The journal is designed to reflect current developments and advances being made in the general field of cement-concrete composites technology and in the production, use, and performance of cement-based construction materials.

“As a long-time reviewer for CCR, I am really excited to be appointed to the editorial board. It represents a great challenge but also an opportunity to shape the quality and content of our technical publications in the field of cement and concrete science and engineering,” said Ideker.

Ideker is the second representative from Oregon State on the editorial board; School Head Jason Weiss also serves as a member.

Ideker’s research interests are in the area of early-age volumetric change of cement-based materials and concrete durability. His research group investigates ways to reduce early-age cracking in high performance concrete and to understand volumetric change in alternative cementitious systems. As an internationally recognized expert in alkali-silica reaction (ASR), Ideker and his team explore ways to improve and develop new ASR test methods that accurately reflect field performance.

Amber BergerAfter earning her Bachelor of Science in Civil Engineering from Washington State University, School of Civil and Construction Engineering Instructor Amber Berger worked for eight years in private industry, earning her Professional Engineer license in 2010. As a structural engineer in Seattle, Berger developed structural plans and coordinated comprehensive building designs for a variety of projects including the Nintendo of America corporate headquarters.

Following her time in Washington, Berger worked at NuScale Power in Corvallis as a civil structural engineer, writing and reviewing nuclear building design criteria. “Working on nuclear projects at NuScale was a totally different ballgame than my previous experience,” said Berger. NuScale designs small modular reactor nuclear plants; a technology initially developed at the Oregon State University.

After gaining experience in private industry, Berger returned to academia in 2014, completing a Master of Science in Civil Engineering with Professor Shane Brown. In her research, Berger studied whether or not engineering students understand critical concepts in their field, with a thesis titled “Student Misconceptions in Axial, Bending, and Torsional Load Cases.”

Today, Berger teaches students – and works to help them understand the concepts they need to know for their careers – in CEM 383 Structures and Orange LEAP. “I like to connect the classroom to the field and use real-world examples of applications rather than just math in my instruction,” said Berger.

Orange LEAP is new to CCE this fall and is a series of classes aimed at increasing the number and diversity of engineering graduates. The courses are designed for students with less math experience than traditional engineering students and features application-oriented, hands-on approaches that teach the most relevant math used in core engineering courses.

Through both her personal teaching style and the new Orange LEAP curriculum, Berger plays an important role in increasing the number of motivated and successful CCE graduates.

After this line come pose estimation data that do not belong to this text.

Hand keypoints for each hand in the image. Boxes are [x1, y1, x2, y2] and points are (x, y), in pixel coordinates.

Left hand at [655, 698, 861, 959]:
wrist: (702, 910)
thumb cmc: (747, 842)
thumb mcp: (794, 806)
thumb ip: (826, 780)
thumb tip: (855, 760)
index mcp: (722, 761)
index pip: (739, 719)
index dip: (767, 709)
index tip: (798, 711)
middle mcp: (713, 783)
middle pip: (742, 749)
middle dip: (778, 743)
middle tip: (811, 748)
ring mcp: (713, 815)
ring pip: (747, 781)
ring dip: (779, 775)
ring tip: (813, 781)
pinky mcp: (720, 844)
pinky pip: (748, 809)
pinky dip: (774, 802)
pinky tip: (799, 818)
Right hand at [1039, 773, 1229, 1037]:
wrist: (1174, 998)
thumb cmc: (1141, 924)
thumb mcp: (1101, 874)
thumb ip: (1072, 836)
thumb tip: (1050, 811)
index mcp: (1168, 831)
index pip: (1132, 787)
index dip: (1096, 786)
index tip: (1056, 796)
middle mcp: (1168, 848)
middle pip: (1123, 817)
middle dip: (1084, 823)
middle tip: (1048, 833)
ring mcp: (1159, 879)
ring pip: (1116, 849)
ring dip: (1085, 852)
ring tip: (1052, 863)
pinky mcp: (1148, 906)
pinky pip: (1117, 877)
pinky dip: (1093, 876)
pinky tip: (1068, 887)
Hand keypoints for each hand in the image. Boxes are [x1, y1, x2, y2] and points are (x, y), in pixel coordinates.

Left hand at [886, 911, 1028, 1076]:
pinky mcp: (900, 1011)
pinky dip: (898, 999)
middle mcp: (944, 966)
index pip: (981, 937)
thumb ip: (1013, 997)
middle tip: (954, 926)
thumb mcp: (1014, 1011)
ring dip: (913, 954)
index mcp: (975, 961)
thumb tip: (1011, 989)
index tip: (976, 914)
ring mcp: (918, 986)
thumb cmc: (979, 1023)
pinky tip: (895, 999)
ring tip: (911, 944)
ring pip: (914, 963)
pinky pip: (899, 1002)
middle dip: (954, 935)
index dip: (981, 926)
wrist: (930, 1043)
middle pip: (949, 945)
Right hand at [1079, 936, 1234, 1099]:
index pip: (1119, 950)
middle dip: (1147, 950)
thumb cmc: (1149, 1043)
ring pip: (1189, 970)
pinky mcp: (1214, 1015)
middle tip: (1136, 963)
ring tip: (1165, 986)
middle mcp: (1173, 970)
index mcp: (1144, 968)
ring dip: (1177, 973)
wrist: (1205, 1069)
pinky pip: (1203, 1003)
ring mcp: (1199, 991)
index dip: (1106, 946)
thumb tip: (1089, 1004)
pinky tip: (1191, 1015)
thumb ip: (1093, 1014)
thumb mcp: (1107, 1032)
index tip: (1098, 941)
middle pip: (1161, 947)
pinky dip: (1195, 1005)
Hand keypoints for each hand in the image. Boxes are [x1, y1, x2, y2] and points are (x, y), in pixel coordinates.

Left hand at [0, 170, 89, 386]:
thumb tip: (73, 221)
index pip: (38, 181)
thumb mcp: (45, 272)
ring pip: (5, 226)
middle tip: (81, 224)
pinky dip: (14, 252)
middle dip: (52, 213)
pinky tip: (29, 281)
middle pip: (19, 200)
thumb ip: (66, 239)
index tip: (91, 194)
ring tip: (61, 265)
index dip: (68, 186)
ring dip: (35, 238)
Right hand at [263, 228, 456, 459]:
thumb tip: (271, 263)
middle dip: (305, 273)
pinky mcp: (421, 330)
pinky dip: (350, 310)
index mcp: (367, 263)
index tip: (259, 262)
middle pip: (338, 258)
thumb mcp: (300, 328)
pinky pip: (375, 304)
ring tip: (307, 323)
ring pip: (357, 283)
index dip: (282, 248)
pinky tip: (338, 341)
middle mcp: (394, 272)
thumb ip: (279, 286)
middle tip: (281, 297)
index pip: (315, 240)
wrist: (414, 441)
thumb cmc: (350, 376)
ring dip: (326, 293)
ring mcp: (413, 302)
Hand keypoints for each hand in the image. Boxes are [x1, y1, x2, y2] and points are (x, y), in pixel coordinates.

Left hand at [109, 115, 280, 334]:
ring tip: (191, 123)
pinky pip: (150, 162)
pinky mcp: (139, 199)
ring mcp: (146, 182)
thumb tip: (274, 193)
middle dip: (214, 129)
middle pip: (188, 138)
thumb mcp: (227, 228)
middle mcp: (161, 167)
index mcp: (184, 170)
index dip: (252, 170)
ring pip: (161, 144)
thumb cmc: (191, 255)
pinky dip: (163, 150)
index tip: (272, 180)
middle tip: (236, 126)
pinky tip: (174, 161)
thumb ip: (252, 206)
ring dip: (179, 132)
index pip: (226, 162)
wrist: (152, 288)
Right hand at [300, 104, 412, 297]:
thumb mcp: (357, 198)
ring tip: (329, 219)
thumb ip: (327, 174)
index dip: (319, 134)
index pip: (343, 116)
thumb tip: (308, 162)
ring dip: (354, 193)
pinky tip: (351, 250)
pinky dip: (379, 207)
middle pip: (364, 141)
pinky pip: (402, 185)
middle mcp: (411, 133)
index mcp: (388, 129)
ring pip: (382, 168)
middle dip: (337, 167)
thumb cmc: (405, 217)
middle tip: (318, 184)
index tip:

Associate Professor of Geomatics Michael Olsen
Associate Professor of Geomatics Michael Olsen

This year, Associate Professor of Geomatics Michael Olsen was named editor-in-chief of the ASCE Journal of Surveying Engineering. The Journal of Surveying Engineering is the leading journal in the field and covers the broad spectrum of surveying and mapping activities encountered in modern practice as well the role of surveying engineering professionals in an information society.

“I am honored by this opportunity to serve as editor of the prestigious Journal of Surveying Engineering,” said Olsen. “I am excited to help the journal continue to advance and incorporate the latest innovative research in geomatics and its important role and impacts throughout engineering and many other fields.”

Olsen’s current areas of research include terrestrial laser scanning, remote sensing, GIS, earthquake engineering, hazard mapping, and 3D visualization. He teaches geomatics engineering courses at OSU where he has developed innovative courses in 3D laser scanning, Digital Terrain Modeling, and Building Information Modeling.